In the hemodynamically stable patient, attempt to make a diagnosis by “breaking the rhythm.”


  This can be done by first asking the nurse to set up a 12-lead ECG and run a rhythm strip.


  Initially, ask the patient to perform
vagal maneuvers
(i.e. Valsalva).


  If this does not work, listen for carotid bruits and if there are none, attempt carotid massage.


  Never attempt bilateral simultaneous
carotid massage
, for risk of cerebral hypoperfusion!


  If neither of these produces a satisfactory result, ask for help and have a nurse bring vials of adenosine to the bedside.


  
Adenosine
will block conduction through the AV node, “breaking” AVRT or AVnRT.


  To administer adenosine, have a nurse place a y-stopcock onto a standard IV. Prepare the patient by telling them they may have an unpleasant sensation upon administration.

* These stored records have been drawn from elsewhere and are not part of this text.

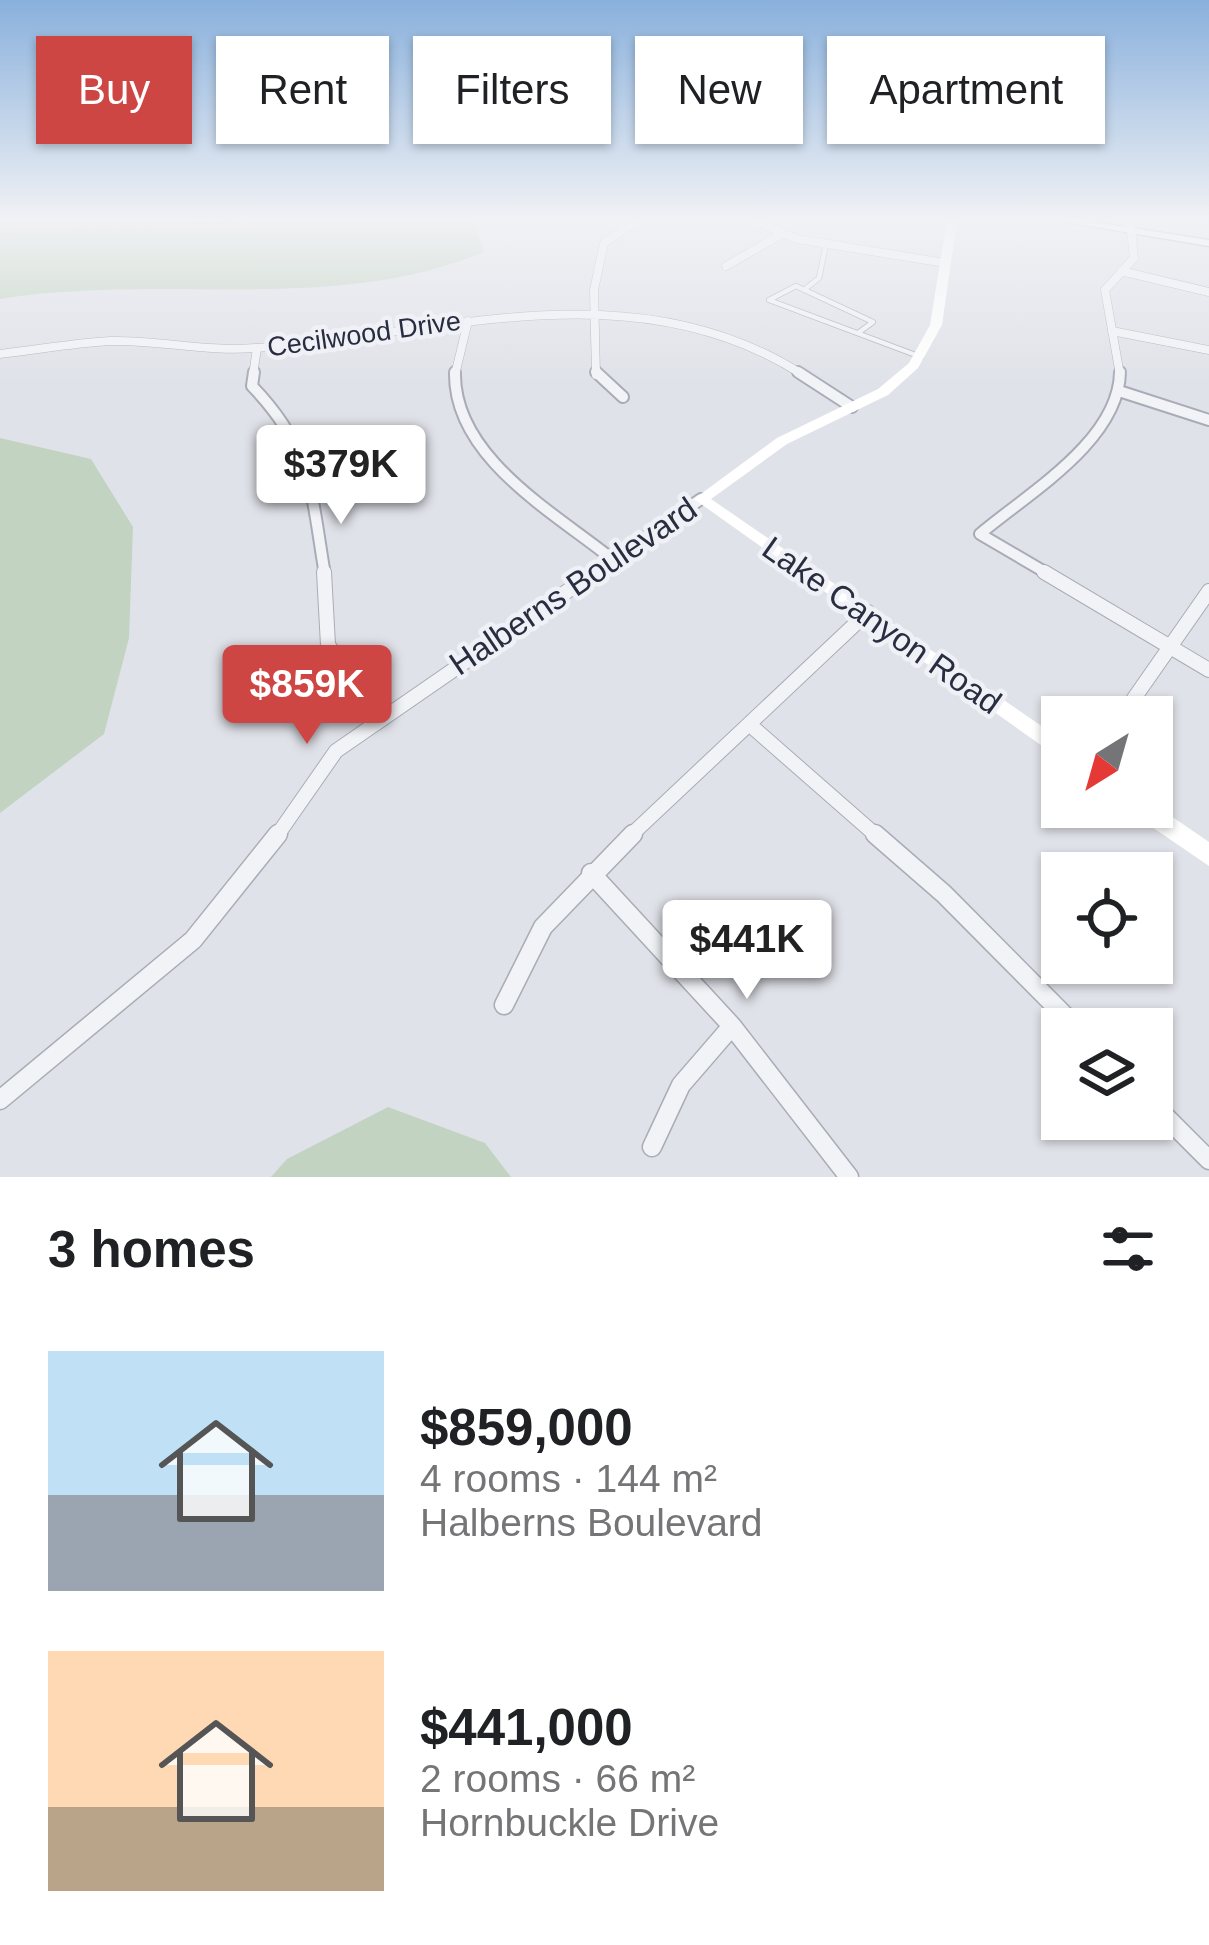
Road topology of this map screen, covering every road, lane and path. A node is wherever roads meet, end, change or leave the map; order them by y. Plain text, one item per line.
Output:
1 (597, 275) edge
2 (821, 275) edge
3 (943, 275) edge
4 (1118, 275) edge
5 (1134, 275) edge
6 (805, 290) junction
7 (1209, 292) edge
8 (596, 313) junction
9 (468, 321) junction
10 (1112, 332) junction
11 (858, 333) junction
12 (257, 349) junction
13 (1209, 350) edge
14 (0, 354) edge
15 (920, 357) junction
16 (1119, 391) junction
17 (623, 397) dead end
18 (852, 407) junction
19 (1209, 420) edge
20 (701, 499) junction
21 (612, 559) junction
22 (1209, 591) edge
23 (868, 612) junction
24 (1168, 645) junction
25 (1209, 670) edge
26 (1135, 696) edge
27 (381, 718) junction
28 (749, 724) junction
29 (1041, 737) edge
30 (1171, 828) edge
31 (1209, 855) edge
32 (590, 873) junction
33 (504, 1005) dead end
34 (1057, 1008) edge
35 (732, 1026) junction
36 (0, 1100) edge
37 (1173, 1124) edge
38 (652, 1148) dead end
39 (1209, 1160) edge
40 (849, 1177) edge

1 - 8 street
2 - 6 lane
3 - 15 street
4 - 10 street
5 - 7 street
6 - 11 lane
6 - 11 lane
8 - 9 street, Cecilwood Drive
8 - 17 street
8 - 18 street, Cecilwood Drive
9 - 12 street, Cecilwood Drive
9 - 21 street
10 - 13 street
10 - 16 street
11 - 15 lane
12 - 14 street, Cecilwood Drive
12 - 27 street
15 - 18 street, Halberns Boulevard
16 - 19 street
16 - 24 street
18 - 20 street, Halberns Boulevard
20 - 21 street, Halberns Boulevard
20 - 23 street, Lake Canyon Road
21 - 27 street, Halberns Boulevard
22 - 24 street
23 - 28 street
23 - 29 street, Lake Canyon Road
24 - 25 street
24 - 26 street
27 - 36 street, Halberns Boulevard
28 - 32 street
28 - 34 street
30 - 31 street
32 - 33 street
32 - 35 street
35 - 38 street
35 - 40 street
37 - 39 street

  Always have the defibrillator close by in the event cardioversion or pacing is required.


  Have the nurse push 6 mg followed immediately by a saline flush, as adenosine will be rapidly metabolized in the arm prior to reaching the heart without a flush.


  If this does not produce a satisfactory result, try the same maneuver with 12 mg of adenosine.


  If the adenosine has successfully exerted an effect, but the rhythm is not in fact AVRT or AVnRT, QRS complexes will be suppressed,
and only atrial activity will appear on the rhythm strip. This might aid in the diagnosis of the rhythm, if suppression of the QRS complexes shows flutter waves or a nonsinus p-wave (as in atrial tachycardia).

Atrial Tachycardia


  A sinus p-wave should be positive in leads II, III, and aVF and negative or biphasic in lead V1, with a PR interval of 120 to 20 ms.


  If an NCT arises where the morphology of the p-wave is unlike that of a sinus p-wave, the rhythm is atrial tachycardia.


  It is useful to distinguish atrial tachycardia from sinus tachycardia, as the search for underlying causes will differ.


  Management of atrial tachycardia is geared toward slowing conduction through the AV node, usually with β-blockers or calcium channel blockers.

Wide-Complex Tachycardias


  At the beginning of your internship, you should always ask for help before attempting to manage patients with WCT!


  In the unstable patient with WCT, time to defibrillation is the strongest predictor of good outcomes and survival. As always with an unstable patient, call for help, initiate ACLS protocol, and place defibrillator pads to prepare for electrical cardioversion if necessary.